Prior to initiating immunomodulatory therapies, including ILARIS, evaluate patients for active and latent tuberculosis infection. Appropriate screening tests should be performed in all patients. ILARIS has not been studied in patients with a positive tuberculosis screen, and the safety of ILARIS in individuals with latent tuberculosis infection is unknown. Treat patients testing positive in tuberculosis screening according to standard medical practice prior to therapy with ILARIS. Instruct patients to seek medical advice if signs, symptoms, or high-risk exposure suggestive of tuberculosis (e.g., persistent cough, weight loss, subfebrile temperature) appear during or after ILARIS therapy.
Healthcare providers should follow current CDC guidelines both to evaluate for and to treat possible latent tuberculosis infections before initiating therapy with ILARIS.
Immunosuppression
The impact of treatment with anti-interleukin-1 (IL-1) therapy on the development of malignancies is not known. However, treatment with immunosuppressants, including ILARIS, may result in an increase in the risk of malignancies.
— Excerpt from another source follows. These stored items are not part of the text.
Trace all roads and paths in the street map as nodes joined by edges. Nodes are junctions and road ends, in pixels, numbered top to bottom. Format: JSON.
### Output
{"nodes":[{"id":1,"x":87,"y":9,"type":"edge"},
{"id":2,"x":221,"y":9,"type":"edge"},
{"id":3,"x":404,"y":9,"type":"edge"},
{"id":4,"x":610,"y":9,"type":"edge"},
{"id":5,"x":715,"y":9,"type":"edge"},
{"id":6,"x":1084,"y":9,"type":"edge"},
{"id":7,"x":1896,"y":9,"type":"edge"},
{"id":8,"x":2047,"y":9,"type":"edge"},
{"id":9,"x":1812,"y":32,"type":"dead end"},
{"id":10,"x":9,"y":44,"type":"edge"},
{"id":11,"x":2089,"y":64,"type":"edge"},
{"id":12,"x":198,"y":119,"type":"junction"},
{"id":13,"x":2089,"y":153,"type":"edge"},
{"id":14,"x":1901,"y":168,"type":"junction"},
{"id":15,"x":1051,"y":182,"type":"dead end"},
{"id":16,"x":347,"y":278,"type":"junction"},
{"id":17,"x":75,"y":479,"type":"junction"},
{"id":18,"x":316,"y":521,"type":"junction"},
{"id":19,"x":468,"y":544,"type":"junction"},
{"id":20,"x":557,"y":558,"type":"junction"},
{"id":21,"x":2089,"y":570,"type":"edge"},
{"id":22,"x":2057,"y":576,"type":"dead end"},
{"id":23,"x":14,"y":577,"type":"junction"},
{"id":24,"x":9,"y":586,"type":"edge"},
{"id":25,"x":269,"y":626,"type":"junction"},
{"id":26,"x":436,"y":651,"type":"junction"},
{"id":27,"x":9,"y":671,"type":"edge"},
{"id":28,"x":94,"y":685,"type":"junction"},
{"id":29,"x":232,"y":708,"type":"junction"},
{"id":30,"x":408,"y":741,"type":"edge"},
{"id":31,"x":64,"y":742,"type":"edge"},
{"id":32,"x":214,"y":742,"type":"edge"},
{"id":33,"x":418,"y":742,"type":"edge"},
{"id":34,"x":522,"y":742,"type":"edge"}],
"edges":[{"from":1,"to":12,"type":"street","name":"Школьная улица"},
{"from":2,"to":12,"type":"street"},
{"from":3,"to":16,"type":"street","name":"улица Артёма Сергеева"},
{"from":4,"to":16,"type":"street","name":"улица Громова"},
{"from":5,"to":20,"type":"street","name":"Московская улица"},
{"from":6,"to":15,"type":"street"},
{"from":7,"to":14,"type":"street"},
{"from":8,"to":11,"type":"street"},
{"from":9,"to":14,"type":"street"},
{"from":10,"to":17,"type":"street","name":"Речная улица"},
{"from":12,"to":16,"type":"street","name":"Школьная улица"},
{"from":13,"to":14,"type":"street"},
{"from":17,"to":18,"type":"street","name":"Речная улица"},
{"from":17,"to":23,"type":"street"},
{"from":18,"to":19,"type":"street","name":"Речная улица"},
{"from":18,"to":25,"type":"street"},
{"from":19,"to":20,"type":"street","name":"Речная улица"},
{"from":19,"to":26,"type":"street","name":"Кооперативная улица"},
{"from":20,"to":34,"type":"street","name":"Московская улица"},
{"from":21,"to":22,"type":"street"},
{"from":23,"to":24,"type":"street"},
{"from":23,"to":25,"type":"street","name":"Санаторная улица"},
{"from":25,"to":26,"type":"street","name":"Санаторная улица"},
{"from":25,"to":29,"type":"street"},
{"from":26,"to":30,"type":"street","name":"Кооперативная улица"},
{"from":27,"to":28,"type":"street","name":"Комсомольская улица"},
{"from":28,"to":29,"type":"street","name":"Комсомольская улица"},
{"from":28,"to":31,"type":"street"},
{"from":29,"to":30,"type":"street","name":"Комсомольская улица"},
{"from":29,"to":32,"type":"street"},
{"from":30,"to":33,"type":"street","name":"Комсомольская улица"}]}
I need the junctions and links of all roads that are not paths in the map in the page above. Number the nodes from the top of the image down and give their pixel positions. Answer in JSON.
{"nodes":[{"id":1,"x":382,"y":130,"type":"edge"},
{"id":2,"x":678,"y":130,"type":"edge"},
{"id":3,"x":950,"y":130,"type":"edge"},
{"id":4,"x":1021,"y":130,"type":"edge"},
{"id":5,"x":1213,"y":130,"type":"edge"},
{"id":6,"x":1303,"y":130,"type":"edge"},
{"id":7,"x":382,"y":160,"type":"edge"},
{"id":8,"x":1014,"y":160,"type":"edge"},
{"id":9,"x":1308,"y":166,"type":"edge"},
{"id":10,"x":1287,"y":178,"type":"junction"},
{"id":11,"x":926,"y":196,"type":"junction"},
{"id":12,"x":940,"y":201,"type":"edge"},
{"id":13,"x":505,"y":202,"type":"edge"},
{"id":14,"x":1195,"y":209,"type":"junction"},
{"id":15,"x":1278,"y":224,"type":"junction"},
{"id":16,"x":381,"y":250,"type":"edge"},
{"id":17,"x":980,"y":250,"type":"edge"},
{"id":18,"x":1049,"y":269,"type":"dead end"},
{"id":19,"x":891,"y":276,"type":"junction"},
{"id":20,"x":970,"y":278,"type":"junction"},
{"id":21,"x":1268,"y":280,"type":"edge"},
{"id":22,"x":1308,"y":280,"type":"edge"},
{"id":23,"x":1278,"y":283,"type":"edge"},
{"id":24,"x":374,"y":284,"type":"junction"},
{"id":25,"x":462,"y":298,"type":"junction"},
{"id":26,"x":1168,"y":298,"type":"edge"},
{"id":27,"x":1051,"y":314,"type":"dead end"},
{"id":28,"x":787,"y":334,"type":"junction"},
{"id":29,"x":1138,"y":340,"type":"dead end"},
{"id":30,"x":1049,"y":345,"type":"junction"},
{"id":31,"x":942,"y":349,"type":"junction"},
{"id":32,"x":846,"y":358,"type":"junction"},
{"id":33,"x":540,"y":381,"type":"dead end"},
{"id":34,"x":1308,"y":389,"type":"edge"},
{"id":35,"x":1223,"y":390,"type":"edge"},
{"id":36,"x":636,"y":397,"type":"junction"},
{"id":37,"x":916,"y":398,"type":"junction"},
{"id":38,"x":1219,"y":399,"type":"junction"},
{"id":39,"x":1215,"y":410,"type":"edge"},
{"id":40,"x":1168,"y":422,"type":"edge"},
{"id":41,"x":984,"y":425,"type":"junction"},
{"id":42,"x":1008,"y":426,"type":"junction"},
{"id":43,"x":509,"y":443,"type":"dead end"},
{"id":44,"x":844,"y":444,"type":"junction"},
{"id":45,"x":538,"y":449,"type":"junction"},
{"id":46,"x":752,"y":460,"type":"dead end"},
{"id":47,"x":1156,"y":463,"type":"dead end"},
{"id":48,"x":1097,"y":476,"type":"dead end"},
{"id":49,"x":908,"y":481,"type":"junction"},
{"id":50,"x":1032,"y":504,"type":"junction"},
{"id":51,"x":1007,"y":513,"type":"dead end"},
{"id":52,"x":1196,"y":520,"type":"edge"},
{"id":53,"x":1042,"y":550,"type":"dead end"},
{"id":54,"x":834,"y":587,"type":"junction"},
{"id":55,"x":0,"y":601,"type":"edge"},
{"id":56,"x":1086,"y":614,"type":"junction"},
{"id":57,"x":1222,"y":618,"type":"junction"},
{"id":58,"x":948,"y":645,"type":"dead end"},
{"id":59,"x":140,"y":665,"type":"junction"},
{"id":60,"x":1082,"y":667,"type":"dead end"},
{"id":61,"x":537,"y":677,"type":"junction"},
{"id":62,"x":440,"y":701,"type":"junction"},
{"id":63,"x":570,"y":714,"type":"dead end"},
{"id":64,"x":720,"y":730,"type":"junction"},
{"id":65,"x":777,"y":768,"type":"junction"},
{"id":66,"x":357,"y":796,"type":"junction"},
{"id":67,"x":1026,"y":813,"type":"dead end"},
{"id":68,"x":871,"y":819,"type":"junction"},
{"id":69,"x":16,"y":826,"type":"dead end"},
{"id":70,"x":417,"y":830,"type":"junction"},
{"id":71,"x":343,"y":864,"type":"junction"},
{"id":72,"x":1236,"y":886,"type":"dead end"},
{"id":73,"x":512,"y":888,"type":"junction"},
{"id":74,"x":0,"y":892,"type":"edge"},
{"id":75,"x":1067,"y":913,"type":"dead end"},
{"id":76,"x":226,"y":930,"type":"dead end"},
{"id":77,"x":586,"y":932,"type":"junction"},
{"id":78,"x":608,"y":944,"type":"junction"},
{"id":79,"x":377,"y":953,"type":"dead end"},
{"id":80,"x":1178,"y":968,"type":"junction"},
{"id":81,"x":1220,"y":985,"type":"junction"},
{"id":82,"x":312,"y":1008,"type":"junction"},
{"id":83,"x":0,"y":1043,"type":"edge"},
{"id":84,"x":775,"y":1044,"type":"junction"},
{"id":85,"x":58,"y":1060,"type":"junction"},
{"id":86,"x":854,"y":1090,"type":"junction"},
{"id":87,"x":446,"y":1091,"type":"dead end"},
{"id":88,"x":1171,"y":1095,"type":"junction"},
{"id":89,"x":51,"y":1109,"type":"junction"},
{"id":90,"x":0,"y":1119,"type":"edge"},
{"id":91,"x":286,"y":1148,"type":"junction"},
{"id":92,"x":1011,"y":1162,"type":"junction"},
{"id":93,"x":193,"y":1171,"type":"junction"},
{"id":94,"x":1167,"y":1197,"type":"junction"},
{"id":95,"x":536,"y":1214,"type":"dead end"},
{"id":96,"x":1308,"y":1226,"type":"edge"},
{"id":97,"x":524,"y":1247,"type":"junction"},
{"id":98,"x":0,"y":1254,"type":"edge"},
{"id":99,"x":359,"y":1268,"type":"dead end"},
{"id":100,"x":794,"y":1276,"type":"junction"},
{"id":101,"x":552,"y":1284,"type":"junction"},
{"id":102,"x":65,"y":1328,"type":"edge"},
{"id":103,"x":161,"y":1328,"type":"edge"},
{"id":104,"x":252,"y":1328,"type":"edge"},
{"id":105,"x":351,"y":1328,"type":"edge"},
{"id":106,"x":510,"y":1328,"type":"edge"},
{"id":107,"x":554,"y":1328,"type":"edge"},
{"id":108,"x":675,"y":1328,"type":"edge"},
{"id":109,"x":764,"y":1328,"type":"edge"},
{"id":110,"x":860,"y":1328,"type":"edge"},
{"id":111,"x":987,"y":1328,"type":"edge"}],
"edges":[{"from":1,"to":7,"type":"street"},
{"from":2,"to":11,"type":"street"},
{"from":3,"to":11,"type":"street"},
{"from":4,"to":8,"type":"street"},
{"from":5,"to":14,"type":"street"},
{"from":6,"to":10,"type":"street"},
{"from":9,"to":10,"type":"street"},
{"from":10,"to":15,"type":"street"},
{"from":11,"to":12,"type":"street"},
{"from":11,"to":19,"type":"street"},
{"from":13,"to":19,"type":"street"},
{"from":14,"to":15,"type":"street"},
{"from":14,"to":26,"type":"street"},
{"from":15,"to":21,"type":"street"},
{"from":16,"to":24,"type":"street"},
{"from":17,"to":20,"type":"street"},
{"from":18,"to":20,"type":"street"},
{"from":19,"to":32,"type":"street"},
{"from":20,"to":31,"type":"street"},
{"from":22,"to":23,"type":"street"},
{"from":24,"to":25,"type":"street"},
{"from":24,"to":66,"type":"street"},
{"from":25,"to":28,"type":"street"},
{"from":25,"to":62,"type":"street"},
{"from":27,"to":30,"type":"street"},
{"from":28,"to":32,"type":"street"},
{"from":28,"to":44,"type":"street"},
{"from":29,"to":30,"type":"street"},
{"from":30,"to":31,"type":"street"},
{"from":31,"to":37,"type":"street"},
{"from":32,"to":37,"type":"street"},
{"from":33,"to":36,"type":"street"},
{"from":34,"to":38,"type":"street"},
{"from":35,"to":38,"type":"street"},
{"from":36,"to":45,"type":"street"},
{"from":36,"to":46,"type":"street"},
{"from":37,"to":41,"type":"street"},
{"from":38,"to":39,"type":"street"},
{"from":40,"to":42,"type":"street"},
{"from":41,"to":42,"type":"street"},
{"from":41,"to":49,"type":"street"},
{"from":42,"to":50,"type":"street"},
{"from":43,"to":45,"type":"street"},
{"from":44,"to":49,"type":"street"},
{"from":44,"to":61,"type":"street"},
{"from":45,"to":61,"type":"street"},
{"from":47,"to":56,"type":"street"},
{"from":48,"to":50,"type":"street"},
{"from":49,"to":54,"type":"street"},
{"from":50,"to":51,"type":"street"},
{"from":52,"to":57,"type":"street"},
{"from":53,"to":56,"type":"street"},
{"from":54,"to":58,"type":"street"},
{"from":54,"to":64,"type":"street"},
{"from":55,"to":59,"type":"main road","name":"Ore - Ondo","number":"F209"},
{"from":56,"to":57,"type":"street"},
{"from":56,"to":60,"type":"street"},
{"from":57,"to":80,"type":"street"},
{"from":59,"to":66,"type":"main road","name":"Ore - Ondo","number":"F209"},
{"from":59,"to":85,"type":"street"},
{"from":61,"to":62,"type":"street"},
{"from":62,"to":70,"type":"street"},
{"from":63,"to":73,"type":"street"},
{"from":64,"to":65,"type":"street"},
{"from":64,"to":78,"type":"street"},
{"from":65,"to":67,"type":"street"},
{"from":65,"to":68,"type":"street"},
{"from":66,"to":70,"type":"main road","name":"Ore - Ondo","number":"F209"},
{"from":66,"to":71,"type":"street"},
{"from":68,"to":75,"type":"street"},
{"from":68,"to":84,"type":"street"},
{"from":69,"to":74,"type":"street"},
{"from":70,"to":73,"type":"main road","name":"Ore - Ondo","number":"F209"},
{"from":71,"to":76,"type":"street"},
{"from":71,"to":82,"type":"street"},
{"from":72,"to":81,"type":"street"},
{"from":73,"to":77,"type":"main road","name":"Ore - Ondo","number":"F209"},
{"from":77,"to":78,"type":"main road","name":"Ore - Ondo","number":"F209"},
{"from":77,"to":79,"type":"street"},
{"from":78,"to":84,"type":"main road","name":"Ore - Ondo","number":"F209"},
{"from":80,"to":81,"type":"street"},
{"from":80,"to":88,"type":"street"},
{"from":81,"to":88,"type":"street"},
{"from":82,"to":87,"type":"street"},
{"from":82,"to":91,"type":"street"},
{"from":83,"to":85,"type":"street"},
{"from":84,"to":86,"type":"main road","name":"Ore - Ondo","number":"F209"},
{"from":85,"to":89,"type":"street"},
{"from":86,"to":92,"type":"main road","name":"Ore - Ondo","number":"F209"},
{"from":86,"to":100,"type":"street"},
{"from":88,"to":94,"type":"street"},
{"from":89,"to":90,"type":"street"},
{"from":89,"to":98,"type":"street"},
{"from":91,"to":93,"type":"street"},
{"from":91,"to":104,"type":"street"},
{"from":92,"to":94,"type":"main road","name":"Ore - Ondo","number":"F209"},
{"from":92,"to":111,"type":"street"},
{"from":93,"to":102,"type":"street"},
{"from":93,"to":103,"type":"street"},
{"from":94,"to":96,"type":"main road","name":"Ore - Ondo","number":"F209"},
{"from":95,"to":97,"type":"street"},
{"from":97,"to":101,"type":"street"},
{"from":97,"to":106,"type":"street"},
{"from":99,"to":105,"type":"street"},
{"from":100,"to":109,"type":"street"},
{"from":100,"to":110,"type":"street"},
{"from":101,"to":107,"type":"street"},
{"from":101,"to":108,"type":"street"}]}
Hypersensitivity Reactions
Hypersensitivity reactions have been reported with ILARIS. During clinical trials, no anaphylactic reactions attributable to treatment with canakinumab have been reported. It should be recognized that symptoms of the underlying disease being treated may be similar to symptoms of hypersensitivity [see Adverse Reactions (6.1)]. Drug Reaction with Eosinophilia and Systemic Symptoms (DRESS), characterized by serious skin eruptions, has been reported in patients with autoinflammatory conditions treated with ILARIS. If a severe hypersensitivity reaction occurs, immediately discontinue ILARIS; treat promptly and monitor until signs and symptoms resolve.
Immunizations
Avoid administration of live vaccines concurrently with ILARIS [see Drug Interactions (7.2)]. Since no data are available on either the efficacy or on the risks of secondary transmission of infection by live vaccines in patients receiving ILARIS, avoid administering live vaccines concurrently with ILARIS. In addition, because ILARIS may interfere with normal immune response to new antigens, vaccinations may not be effective in patients receiving ILARIS. Limited data are available on the response to vaccinations with inactivated (killed) antigens in patients receiving ILARIS [see Drug Interactions (7.2)].
Because IL-1 blockade may interfere with immune response to infections, it is recommended that prior to initiation of therapy with ILARIS, adult and pediatric patients receive all recommended vaccinations, as appropriate and if feasible, including pneumococcal vaccine and inactivated influenza vaccine. See current recommended immunization schedules at the website of the Centers for Disease Control, http://www.cdc.gov/vaccines/schedules/index.html.
Macrophage Activation Syndrome
Macrophage activation syndrome (MAS) is a known, life-threatening disorder that may develop in patients with rheumatic conditions, in particular Still’s disease, and should be aggressively treated. Physicians should be attentive to symptoms of infection or worsening of Still’s disease, as these are known triggers for MAS. Eleven cases of MAS were observed in 201 SJIA patients treated with canakinumab in clinical trials. Based on the clinical trial experience, ILARIS does not appear to increase the incidence of MAS in Still’s disease patients, but no definitive conclusion can be made.